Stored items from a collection
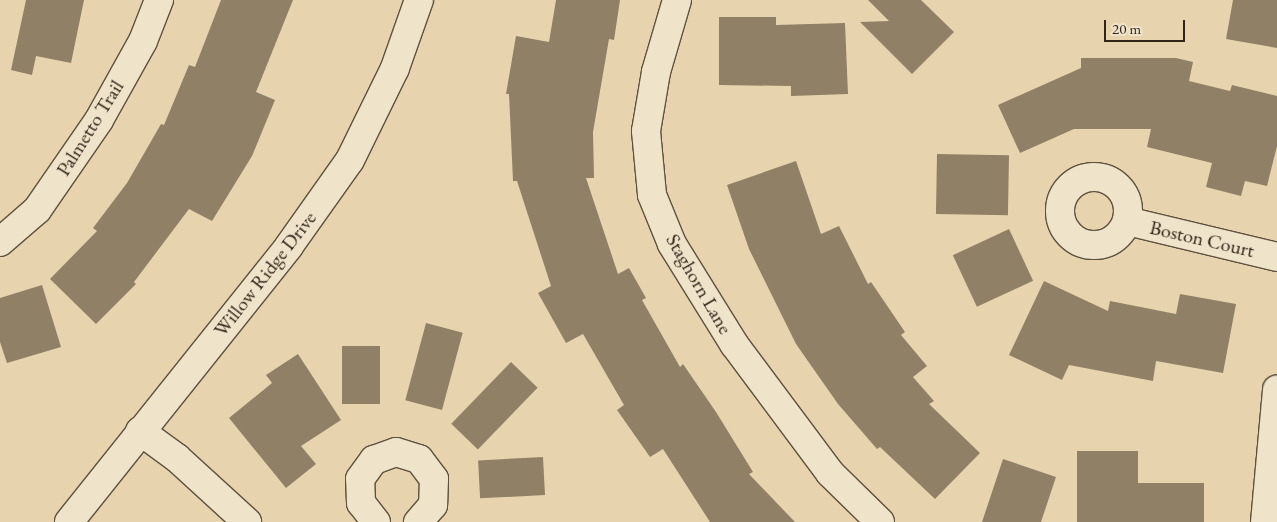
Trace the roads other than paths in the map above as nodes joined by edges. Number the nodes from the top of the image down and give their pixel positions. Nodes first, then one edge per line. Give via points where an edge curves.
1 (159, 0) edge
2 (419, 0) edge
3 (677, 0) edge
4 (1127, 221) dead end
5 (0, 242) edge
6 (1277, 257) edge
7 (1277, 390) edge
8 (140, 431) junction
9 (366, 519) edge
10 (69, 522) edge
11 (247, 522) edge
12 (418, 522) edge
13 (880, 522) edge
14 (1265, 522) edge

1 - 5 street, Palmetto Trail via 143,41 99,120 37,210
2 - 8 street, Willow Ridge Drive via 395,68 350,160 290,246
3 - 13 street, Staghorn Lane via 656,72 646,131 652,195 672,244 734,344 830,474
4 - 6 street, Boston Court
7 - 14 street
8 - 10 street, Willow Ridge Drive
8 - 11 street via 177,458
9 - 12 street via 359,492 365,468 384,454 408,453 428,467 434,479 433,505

**WHAT YOU NEED TO DO**
Return the entries verbatim without images.

**EXERCISE SOLUTION**
Trace the roads other than paths in the map above as nodes joined by edges. Number the nodes from the top of the image down and give their pixel positions. Nodes first, then one edge per line. Give via points where an edge curves.
1 (159, 0) edge
2 (419, 0) edge
3 (677, 0) edge
4 (1127, 221) dead end
5 (0, 242) edge
6 (1277, 257) edge
7 (1277, 390) edge
8 (140, 431) junction
9 (366, 519) edge
10 (69, 522) edge
11 (247, 522) edge
12 (418, 522) edge
13 (880, 522) edge
14 (1265, 522) edge

1 - 5 street, Palmetto Trail via 143,41 99,120 37,210
2 - 8 street, Willow Ridge Drive via 395,68 350,160 290,246
3 - 13 street, Staghorn Lane via 656,72 646,131 652,195 672,244 734,344 830,474
4 - 6 street, Boston Court
7 - 14 street
8 - 10 street, Willow Ridge Drive
8 - 11 street via 177,458
9 - 12 street via 359,492 365,468 384,454 408,453 428,467 434,479 433,505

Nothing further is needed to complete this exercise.